Saved entries
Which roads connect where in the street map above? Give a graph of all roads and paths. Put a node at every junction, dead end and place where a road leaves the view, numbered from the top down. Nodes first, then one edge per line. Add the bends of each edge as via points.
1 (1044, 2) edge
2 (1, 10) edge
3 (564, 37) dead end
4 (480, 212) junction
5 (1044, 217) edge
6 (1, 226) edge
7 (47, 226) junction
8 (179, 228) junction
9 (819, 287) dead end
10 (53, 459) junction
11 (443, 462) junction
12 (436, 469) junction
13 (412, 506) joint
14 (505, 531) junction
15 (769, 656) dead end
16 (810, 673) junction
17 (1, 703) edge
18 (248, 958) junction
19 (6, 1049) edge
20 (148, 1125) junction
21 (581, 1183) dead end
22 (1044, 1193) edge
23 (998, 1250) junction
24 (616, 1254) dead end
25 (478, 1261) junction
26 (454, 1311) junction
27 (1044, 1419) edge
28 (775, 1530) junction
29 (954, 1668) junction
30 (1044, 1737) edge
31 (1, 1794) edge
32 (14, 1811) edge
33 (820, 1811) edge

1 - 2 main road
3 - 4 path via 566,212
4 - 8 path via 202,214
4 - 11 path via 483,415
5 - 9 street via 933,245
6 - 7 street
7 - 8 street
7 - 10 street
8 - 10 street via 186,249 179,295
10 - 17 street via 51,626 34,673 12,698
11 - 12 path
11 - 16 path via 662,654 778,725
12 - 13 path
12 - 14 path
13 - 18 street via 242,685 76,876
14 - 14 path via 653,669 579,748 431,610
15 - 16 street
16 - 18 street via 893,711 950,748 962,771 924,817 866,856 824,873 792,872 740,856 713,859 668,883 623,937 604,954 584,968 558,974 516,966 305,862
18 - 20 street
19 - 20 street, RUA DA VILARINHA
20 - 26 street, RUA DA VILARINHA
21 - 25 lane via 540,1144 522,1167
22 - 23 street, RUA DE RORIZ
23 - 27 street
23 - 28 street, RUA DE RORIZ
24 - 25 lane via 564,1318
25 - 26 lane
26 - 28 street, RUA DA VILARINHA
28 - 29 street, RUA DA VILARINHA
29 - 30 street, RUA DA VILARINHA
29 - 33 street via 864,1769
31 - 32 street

→ WHAT YOU HAVE TO DO: Wherever the string "RORIZ" appears in a line above, copy that line.

→ TASK RESPONSE:
22 - 23 street, RUA DE RORIZ
23 - 28 street, RUA DE RORIZ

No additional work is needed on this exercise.